■ **Directions**: From the line containing "pinky mcp: (717, 813)" to the final line of the material below, copy each line exactly, including both endpoints, and leave out all other lines.

[[ Exercise data, beginning ]]

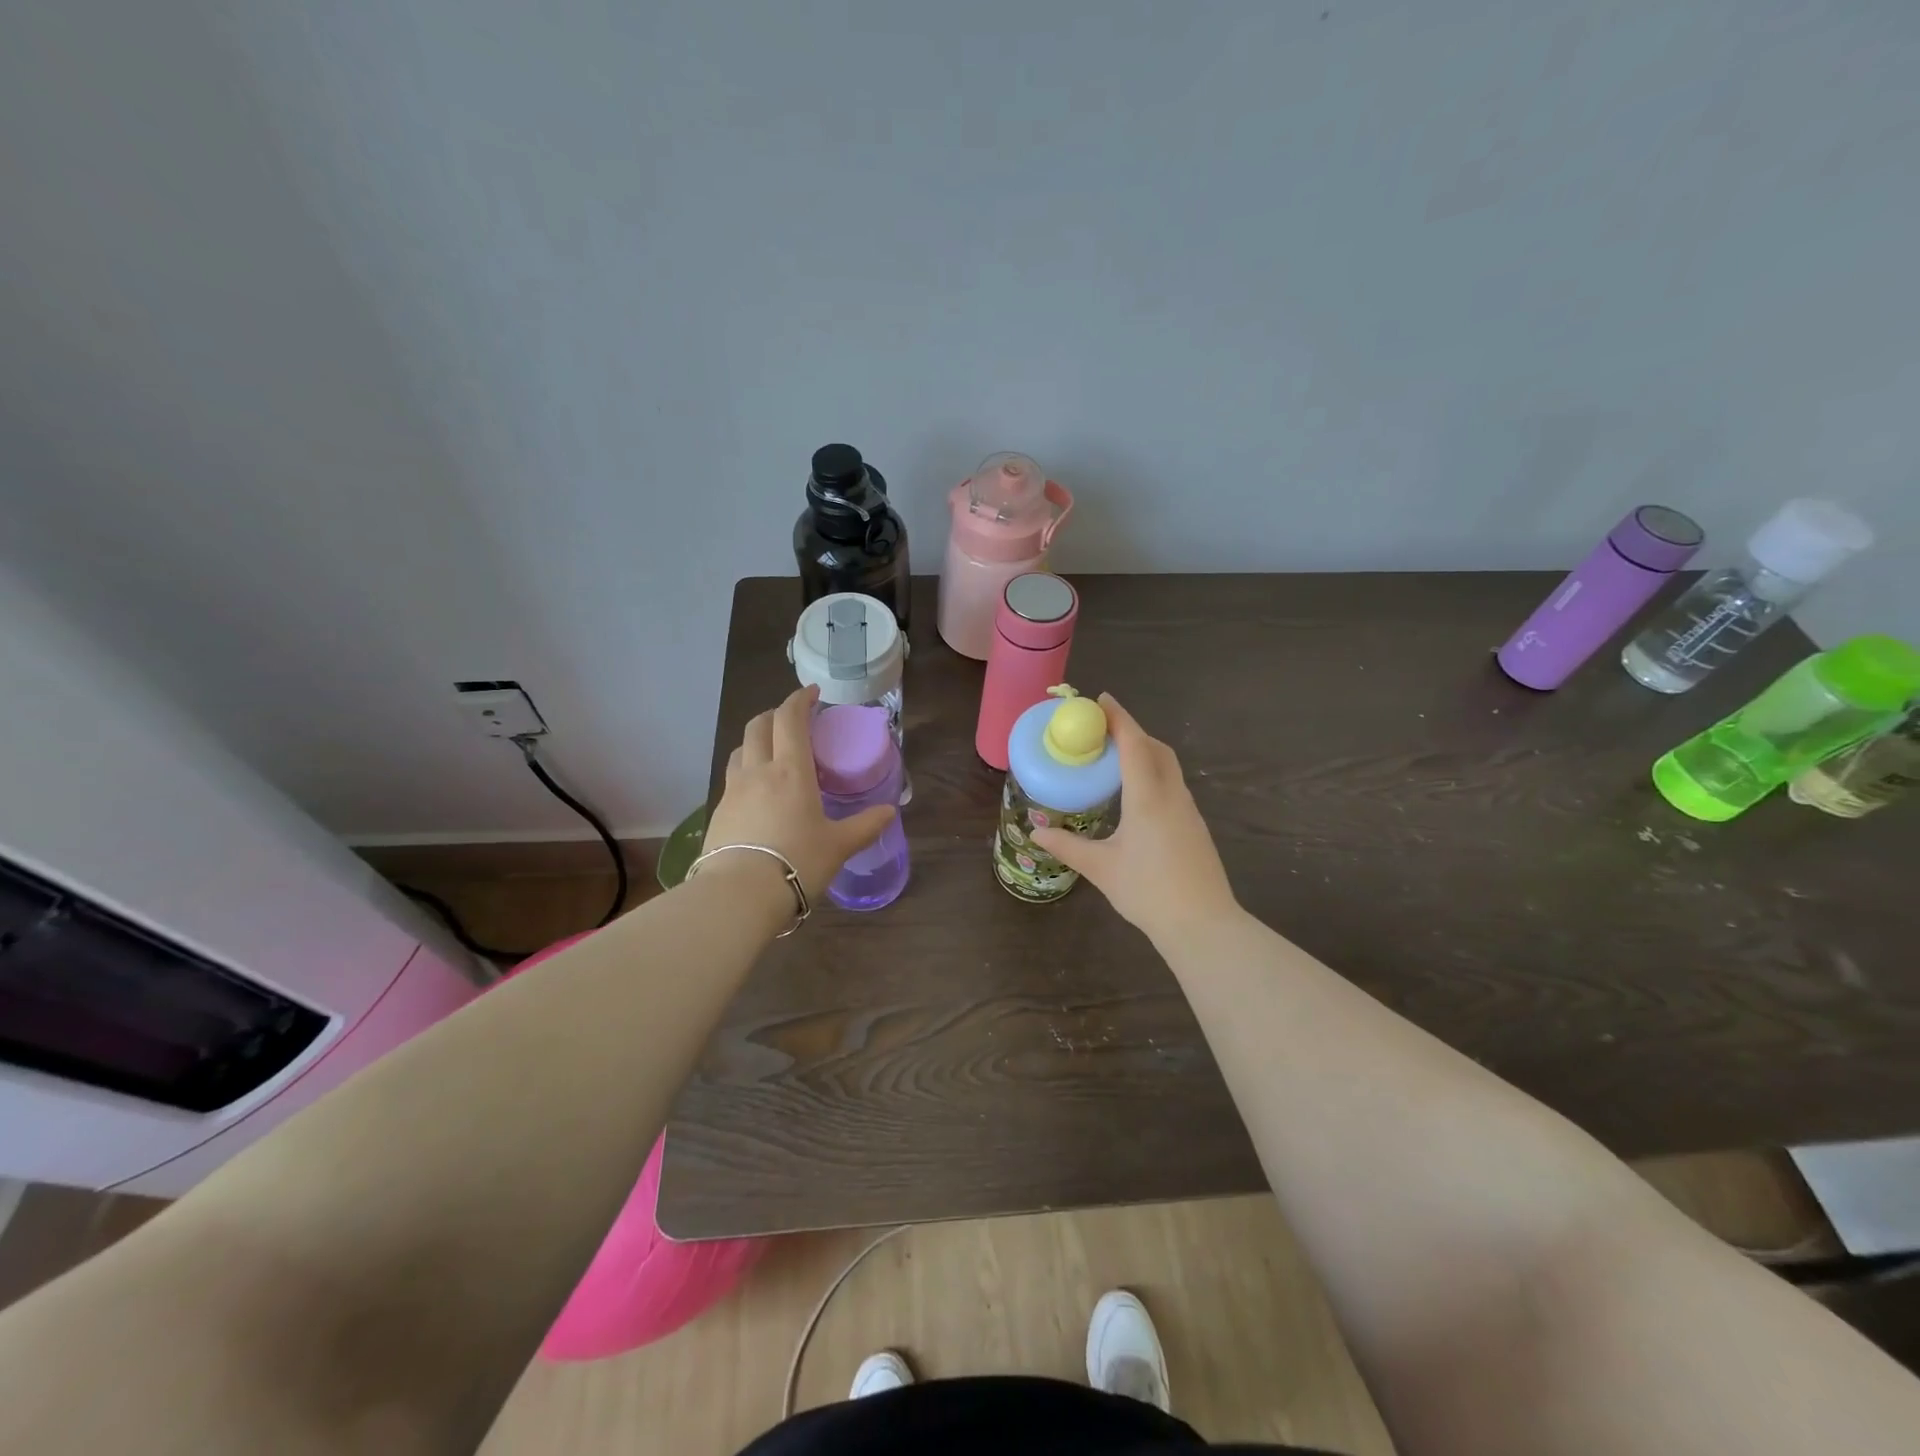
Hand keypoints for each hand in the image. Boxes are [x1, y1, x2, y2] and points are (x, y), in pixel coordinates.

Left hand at [703, 686, 895, 901]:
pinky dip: (745, 770)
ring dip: (756, 740)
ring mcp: (732, 791)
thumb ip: (865, 826)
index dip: (800, 699)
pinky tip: (756, 792)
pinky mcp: (717, 813)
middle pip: (759, 725)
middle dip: (775, 714)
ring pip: (740, 749)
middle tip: (792, 720)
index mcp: (791, 771)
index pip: (790, 719)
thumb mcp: (839, 846)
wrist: (739, 895)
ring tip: (772, 752)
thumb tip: (890, 812)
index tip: (813, 694)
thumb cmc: (797, 862)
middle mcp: (758, 771)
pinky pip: (732, 778)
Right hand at [1030, 694, 1238, 942]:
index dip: (1118, 718)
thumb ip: (1068, 846)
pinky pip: (1172, 786)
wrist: (1203, 925)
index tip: (1101, 700)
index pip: (1134, 744)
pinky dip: (1153, 775)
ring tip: (1115, 760)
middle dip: (1132, 732)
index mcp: (1148, 797)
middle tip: (1103, 731)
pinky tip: (1135, 796)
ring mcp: (1188, 811)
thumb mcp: (1101, 868)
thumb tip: (1036, 833)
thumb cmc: (1148, 892)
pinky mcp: (1195, 827)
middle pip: (1155, 749)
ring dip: (1144, 753)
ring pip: (1167, 768)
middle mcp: (1172, 795)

[[ Exercise data, end ]]

■ **Response below**:
pinky mcp: (717, 813)
middle pip: (759, 725)
middle dip: (775, 714)
ring pip: (740, 749)
middle tip: (792, 720)
index mcp: (791, 771)
index pip: (790, 719)
thumb mcp: (839, 846)
wrist: (739, 895)
ring tip: (772, 752)
thumb tip: (890, 812)
index tip: (813, 694)
thumb cmc: (797, 862)
middle mcp: (758, 771)
pinky pip: (732, 778)
Right hand at [1030, 694, 1238, 942]:
index dip: (1118, 718)
thumb ip: (1068, 846)
pinky pip: (1172, 786)
wrist: (1203, 925)
index tip: (1101, 700)
index pip: (1134, 744)
pinky dip: (1153, 775)
ring tip: (1115, 760)
middle dip: (1132, 732)
index mcp: (1148, 797)
middle tip: (1103, 731)
pinky tip: (1135, 796)
ring mcp: (1188, 811)
thumb mcp: (1101, 868)
thumb tip: (1036, 833)
thumb cmc: (1148, 892)
pinky mcp: (1195, 827)
middle pip: (1155, 749)
ring dip: (1144, 753)
ring pip: (1167, 768)
middle mcp: (1172, 795)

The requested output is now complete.